[Records for the task Boundary: Start]
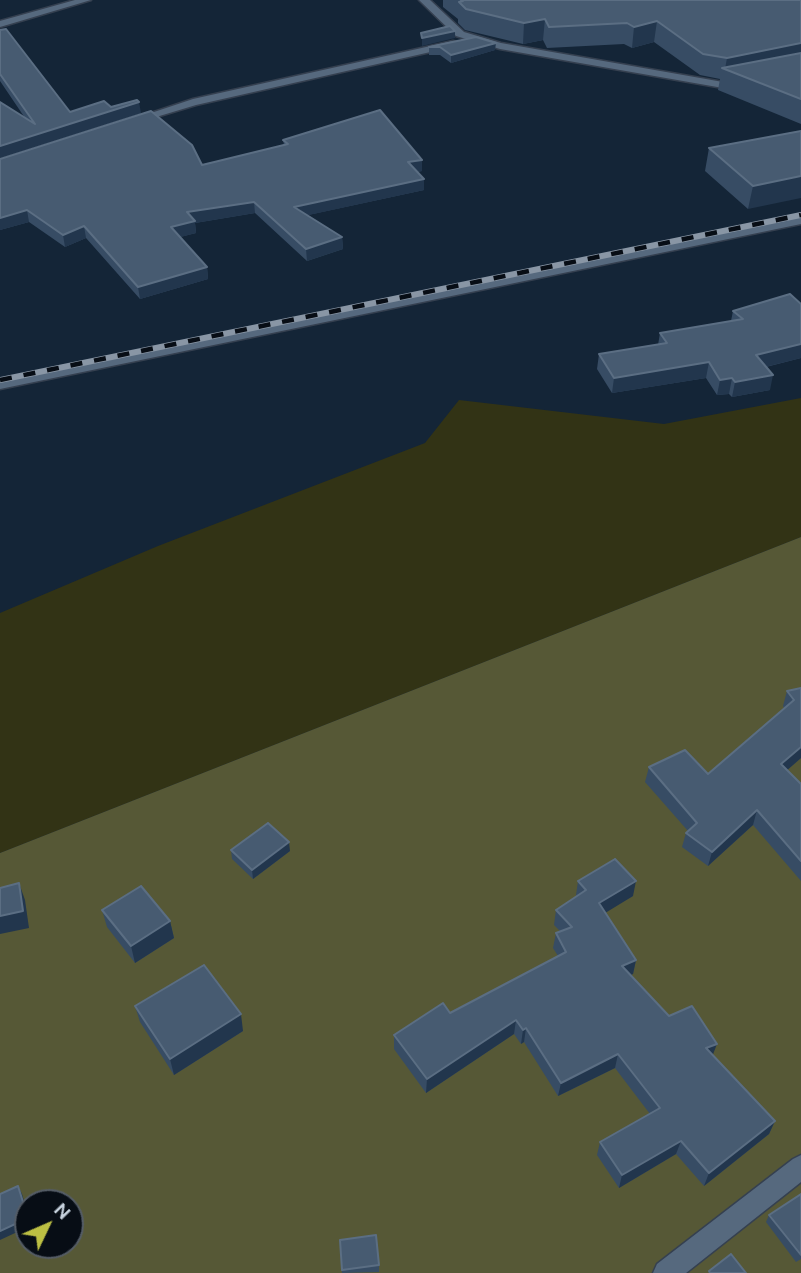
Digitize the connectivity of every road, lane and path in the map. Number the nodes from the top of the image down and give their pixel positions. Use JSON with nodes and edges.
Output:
{"nodes":[{"id":1,"x":86,"y":0,"type":"edge"},
{"id":2,"x":424,"y":0,"type":"edge"},
{"id":3,"x":0,"y":24,"type":"edge"},
{"id":4,"x":477,"y":39,"type":"junction"},
{"id":5,"x":749,"y":80,"type":"edge"},
{"id":6,"x":116,"y":127,"type":"edge"},
{"id":7,"x":801,"y":220,"type":"edge"},
{"id":8,"x":0,"y":385,"type":"edge"},
{"id":9,"x":801,"y":1167,"type":"edge"},
{"id":10,"x":666,"y":1273,"type":"edge"}],
"edges":[{"from":1,"to":3,"type":"street"},
{"from":2,"to":4,"type":"street"},
{"from":4,"to":5,"type":"street"},
{"from":4,"to":6,"type":"street"},
{"from":7,"to":8,"type":"street"},
{"from":9,"to":10,"type":"street"}]}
[Records for the task Boundary: End]
» **Exercise instructions**:
Transcribe each entry precisely as given, leaving the pictures out.

» **Answer for the task**:
Digitize the connectivity of every road, lane and path in the map. Number the nodes from the top of the image down and give their pixel positions. Use JSON with nodes and edges.
Output:
{"nodes":[{"id":1,"x":86,"y":0,"type":"edge"},
{"id":2,"x":424,"y":0,"type":"edge"},
{"id":3,"x":0,"y":24,"type":"edge"},
{"id":4,"x":477,"y":39,"type":"junction"},
{"id":5,"x":749,"y":80,"type":"edge"},
{"id":6,"x":116,"y":127,"type":"edge"},
{"id":7,"x":801,"y":220,"type":"edge"},
{"id":8,"x":0,"y":385,"type":"edge"},
{"id":9,"x":801,"y":1167,"type":"edge"},
{"id":10,"x":666,"y":1273,"type":"edge"}],
"edges":[{"from":1,"to":3,"type":"street"},
{"from":2,"to":4,"type":"street"},
{"from":4,"to":5,"type":"street"},
{"from":4,"to":6,"type":"street"},
{"from":7,"to":8,"type":"street"},
{"from":9,"to":10,"type":"street"}]}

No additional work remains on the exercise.